(Beginning of Data shown)
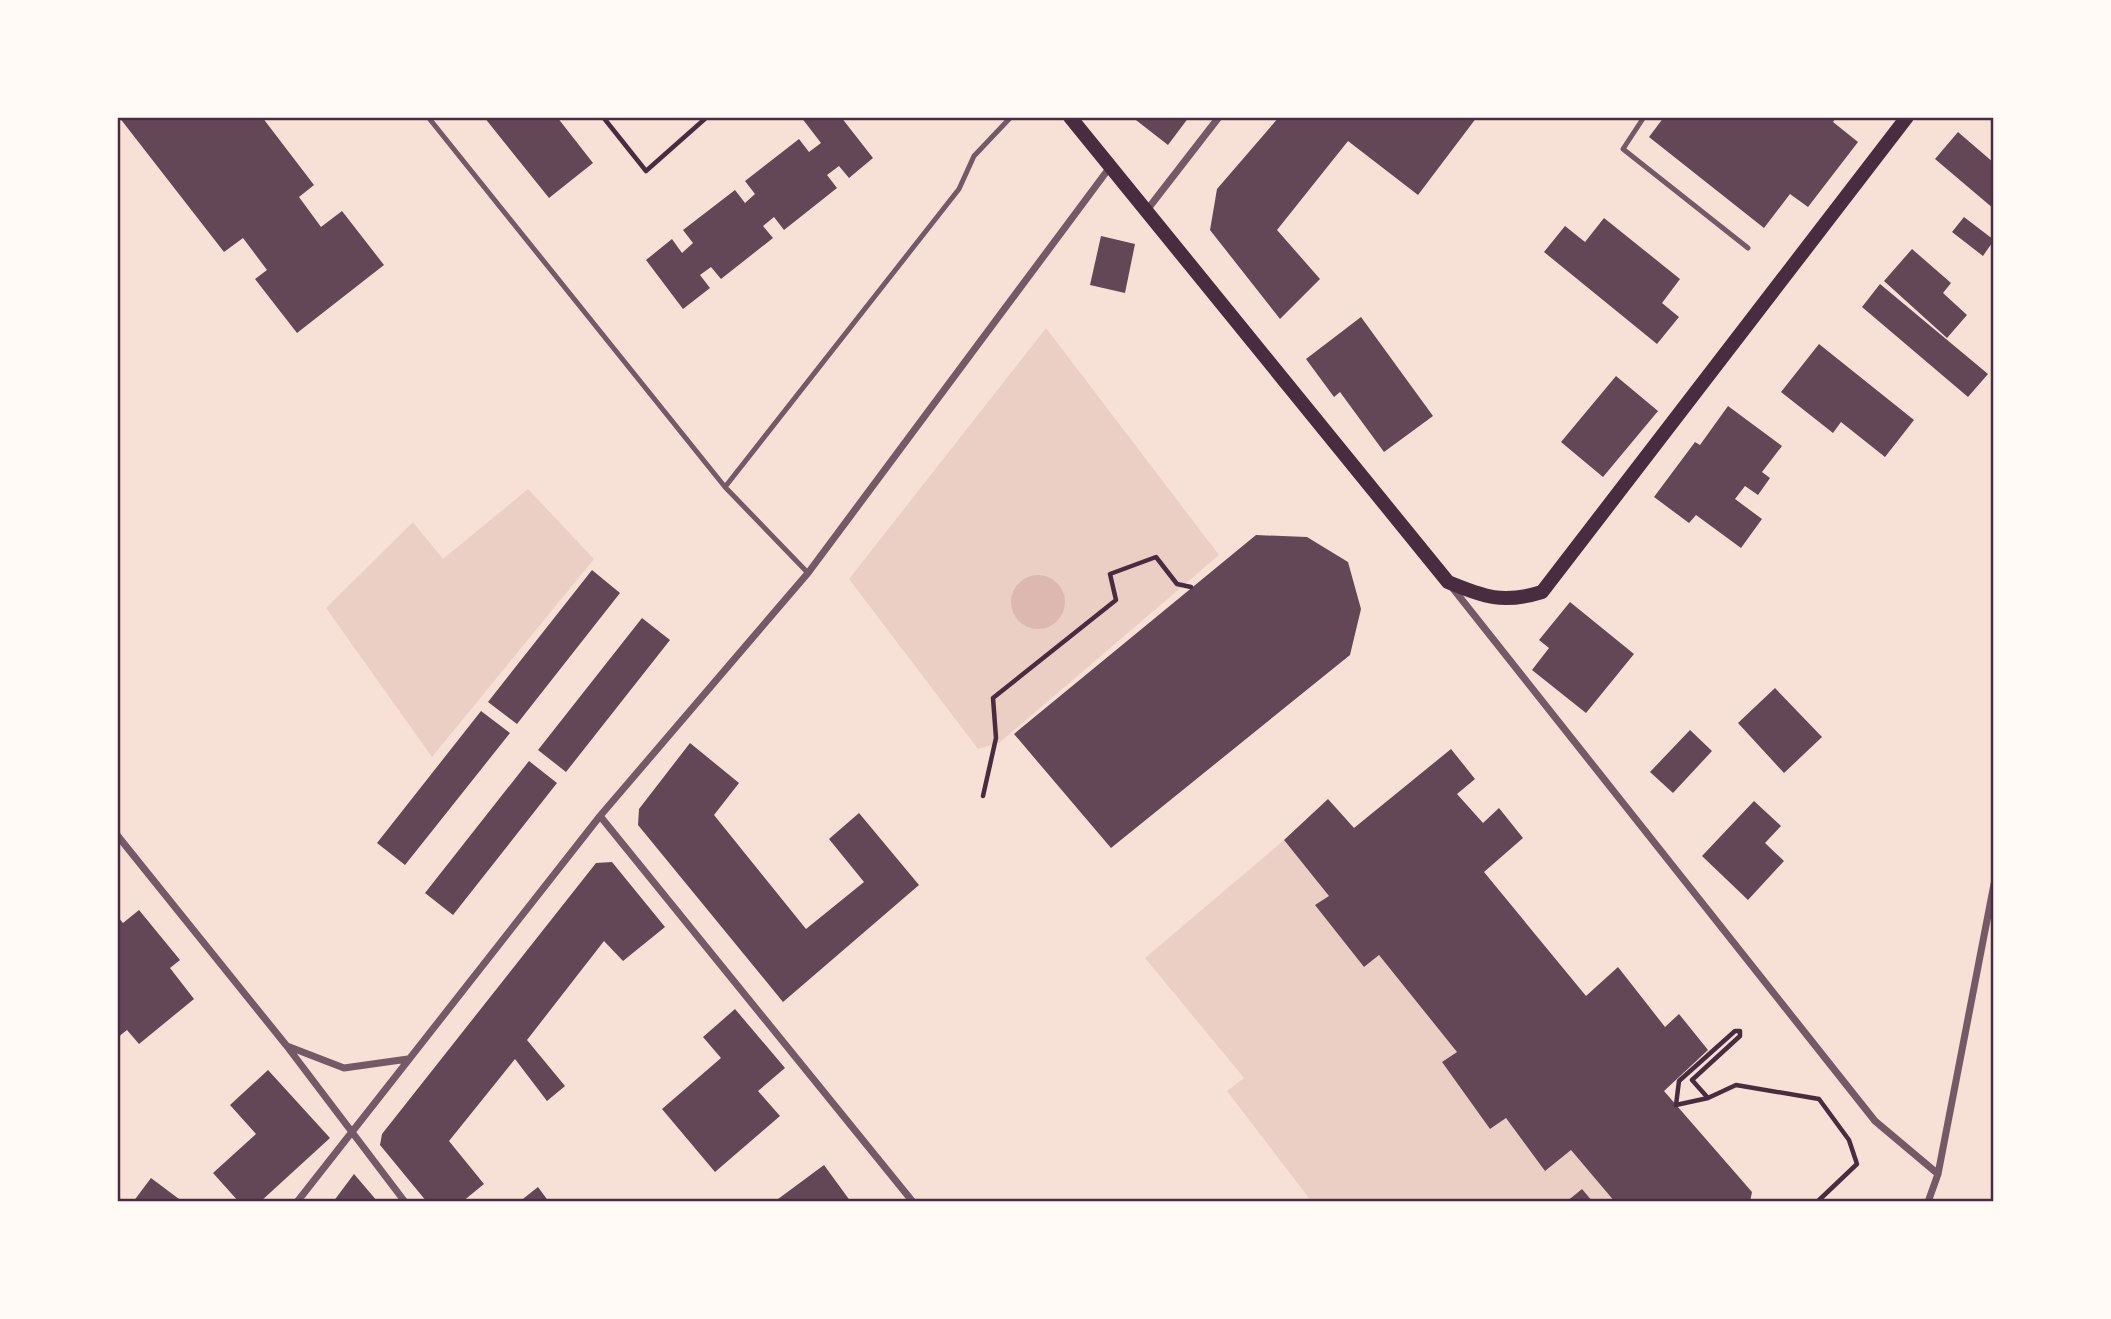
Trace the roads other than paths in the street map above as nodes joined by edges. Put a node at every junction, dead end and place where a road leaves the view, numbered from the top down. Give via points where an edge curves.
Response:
1 (428, 117) edge
2 (1011, 117) edge
3 (1070, 117) edge
4 (1219, 117) edge
5 (1644, 117) edge
6 (1907, 117) edge
7 (1110, 167) junction
8 (1146, 211) junction
9 (1748, 248) dead end
10 (725, 487) junction
11 (808, 573) junction
12 (1448, 582) junction
13 (600, 816) junction
14 (117, 835) edge
15 (1994, 884) edge
16 (286, 1045) junction
17 (408, 1059) junction
18 (351, 1132) junction
19 (1938, 1174) junction
20 (297, 1202) edge
21 (405, 1202) edge
22 (913, 1202) edge
23 (1928, 1202) edge

1 - 10 lane
2 - 10 lane via 974,156 959,189
3 - 7 main road
4 - 8 street
5 - 9 lane via 1623,149
6 - 12 main road via 1542,592 1520,599 1488,598
7 - 8 main road
7 - 11 street
8 - 12 main road
10 - 11 lane
11 - 13 street
12 - 19 street via 1875,1121
13 - 17 street
13 - 22 street
14 - 16 street
15 - 19 street
16 - 17 street via 344,1068
16 - 18 street
17 - 18 street
18 - 20 street
18 - 21 street
19 - 23 street

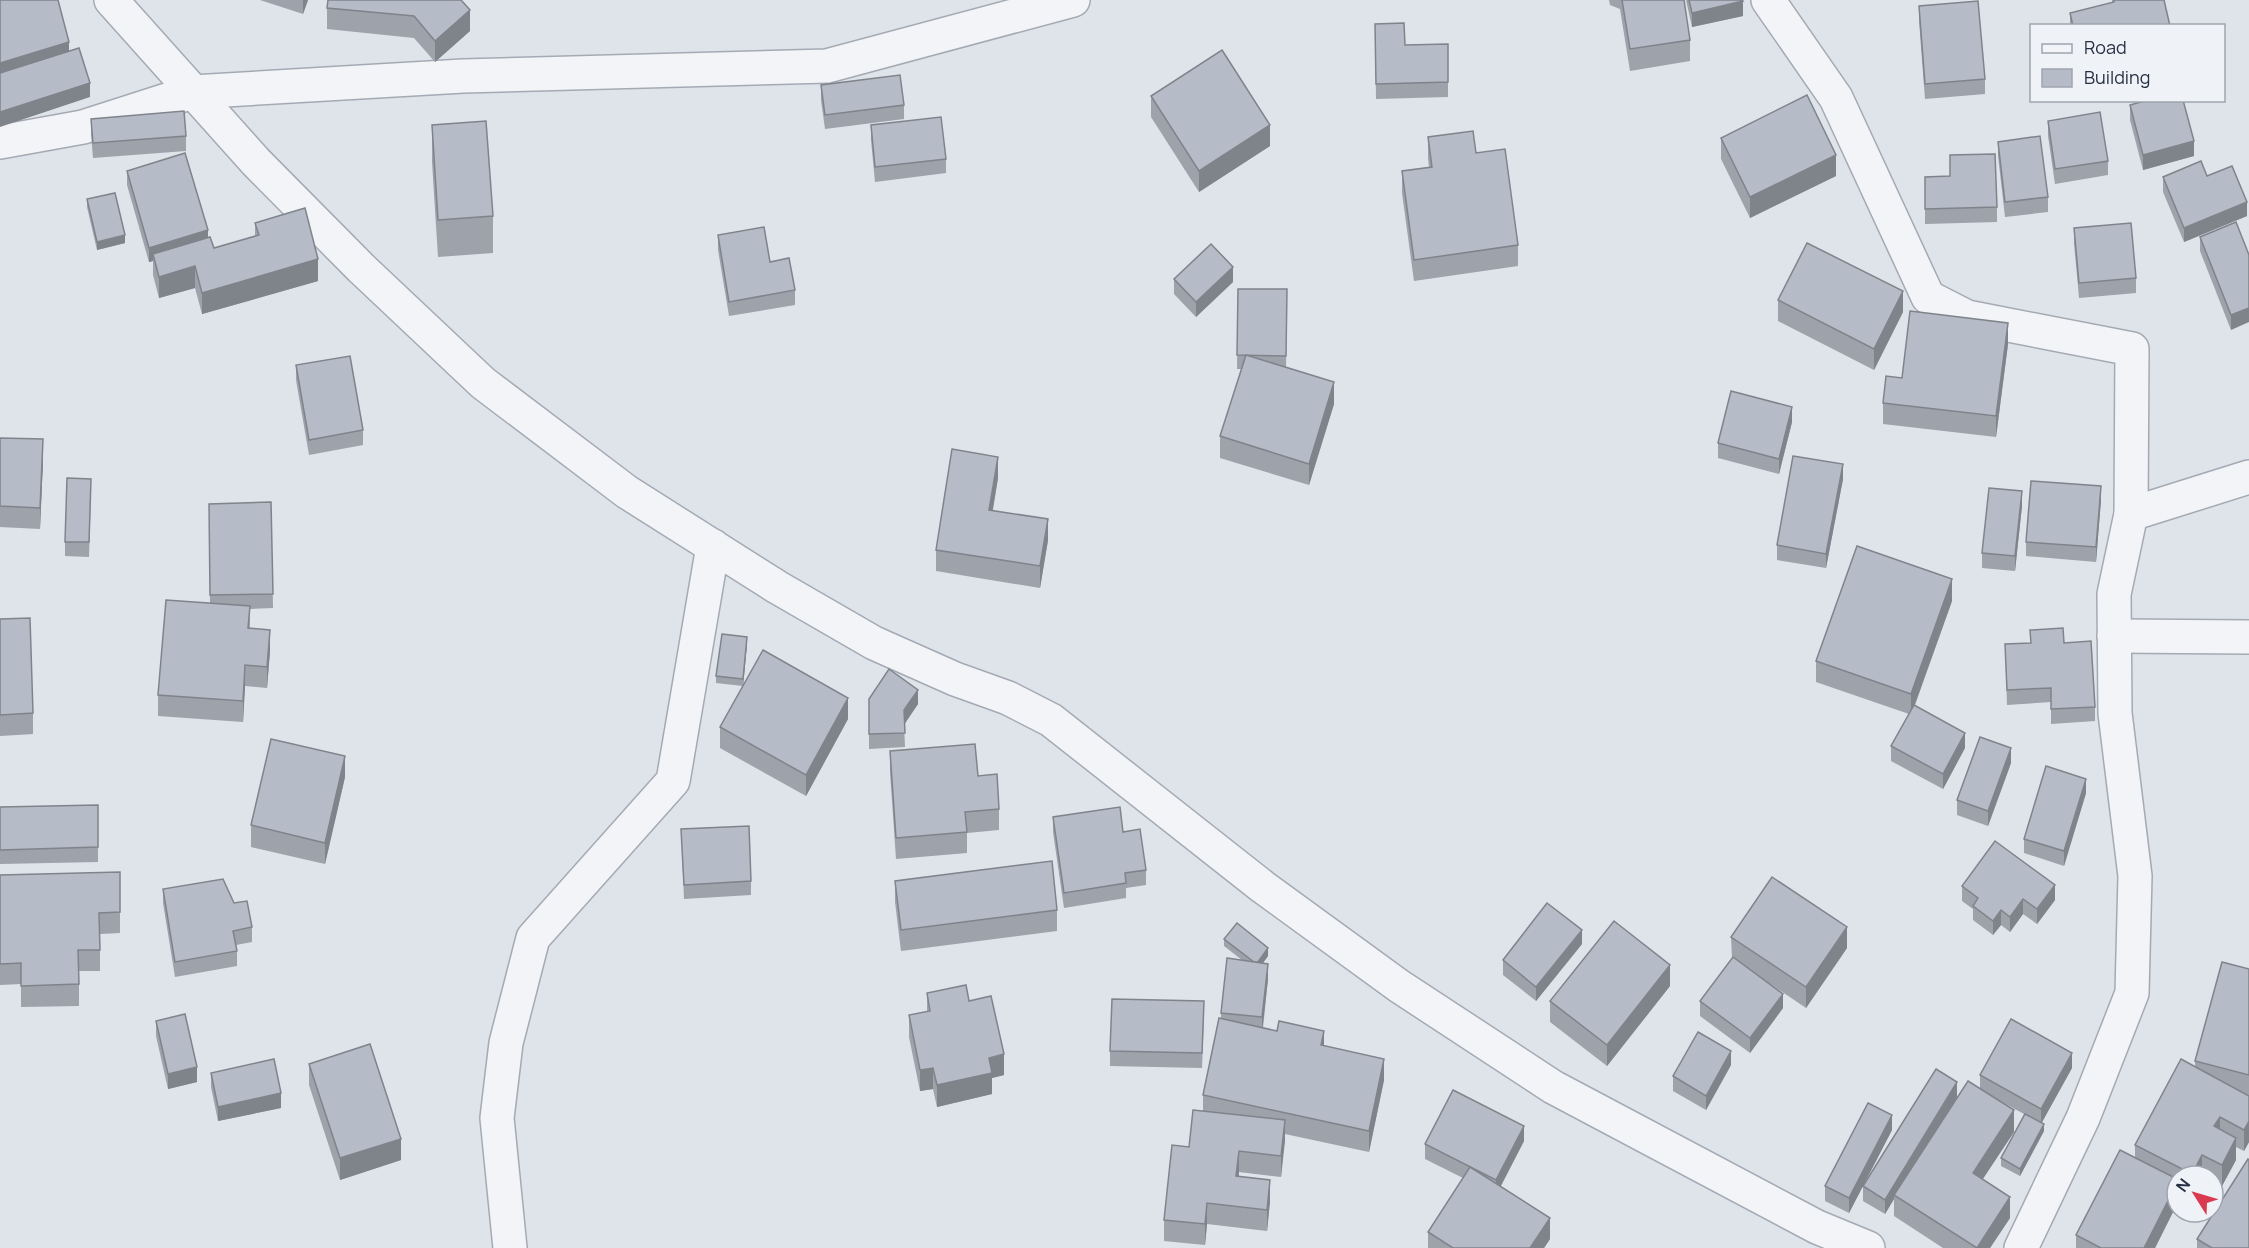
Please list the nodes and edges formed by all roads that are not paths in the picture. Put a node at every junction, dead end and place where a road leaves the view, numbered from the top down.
1 (111, 0) edge
2 (1073, 0) edge
3 (1768, 0) edge
4 (192, 92) junction
5 (0, 142) edge
6 (2249, 477) edge
7 (2130, 514) junction
8 (713, 546) junction
9 (2114, 636) junction
10 (2249, 637) edge
11 (1810, 1238) edge
12 (510, 1248) edge
13 (1868, 1248) edge
14 (2021, 1248) edge

1 - 4 street
2 - 4 street
3 - 7 street
4 - 5 street
4 - 8 street
6 - 7 street
7 - 9 street
8 - 11 street
8 - 12 street
9 - 10 street
9 - 14 street
11 - 13 street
(End of Data shown)
* Problem to work on *
Each record should be copied exactly, and each image left out.

* Expected answer *
Trace the roads other than paths in the street map above as nodes joined by edges. Put a node at every junction, dead end and place where a road leaves the view, numbered from the top down. Give via points where an edge curves.
Response:
1 (428, 117) edge
2 (1011, 117) edge
3 (1070, 117) edge
4 (1219, 117) edge
5 (1644, 117) edge
6 (1907, 117) edge
7 (1110, 167) junction
8 (1146, 211) junction
9 (1748, 248) dead end
10 (725, 487) junction
11 (808, 573) junction
12 (1448, 582) junction
13 (600, 816) junction
14 (117, 835) edge
15 (1994, 884) edge
16 (286, 1045) junction
17 (408, 1059) junction
18 (351, 1132) junction
19 (1938, 1174) junction
20 (297, 1202) edge
21 (405, 1202) edge
22 (913, 1202) edge
23 (1928, 1202) edge

1 - 10 lane
2 - 10 lane via 974,156 959,189
3 - 7 main road
4 - 8 street
5 - 9 lane via 1623,149
6 - 12 main road via 1542,592 1520,599 1488,598
7 - 8 main road
7 - 11 street
8 - 12 main road
10 - 11 lane
11 - 13 street
12 - 19 street via 1875,1121
13 - 17 street
13 - 22 street
14 - 16 street
15 - 19 street
16 - 17 street via 344,1068
16 - 18 street
17 - 18 street
18 - 20 street
18 - 21 street
19 - 23 street

Please list the nodes and edges formed by all roads that are not paths in the picture. Put a node at every junction, dead end and place where a road leaves the view, numbered from the top down.
1 (111, 0) edge
2 (1073, 0) edge
3 (1768, 0) edge
4 (192, 92) junction
5 (0, 142) edge
6 (2249, 477) edge
7 (2130, 514) junction
8 (713, 546) junction
9 (2114, 636) junction
10 (2249, 637) edge
11 (1810, 1238) edge
12 (510, 1248) edge
13 (1868, 1248) edge
14 (2021, 1248) edge

1 - 4 street
2 - 4 street
3 - 7 street
4 - 5 street
4 - 8 street
6 - 7 street
7 - 9 street
8 - 11 street
8 - 12 street
9 - 10 street
9 - 14 street
11 - 13 street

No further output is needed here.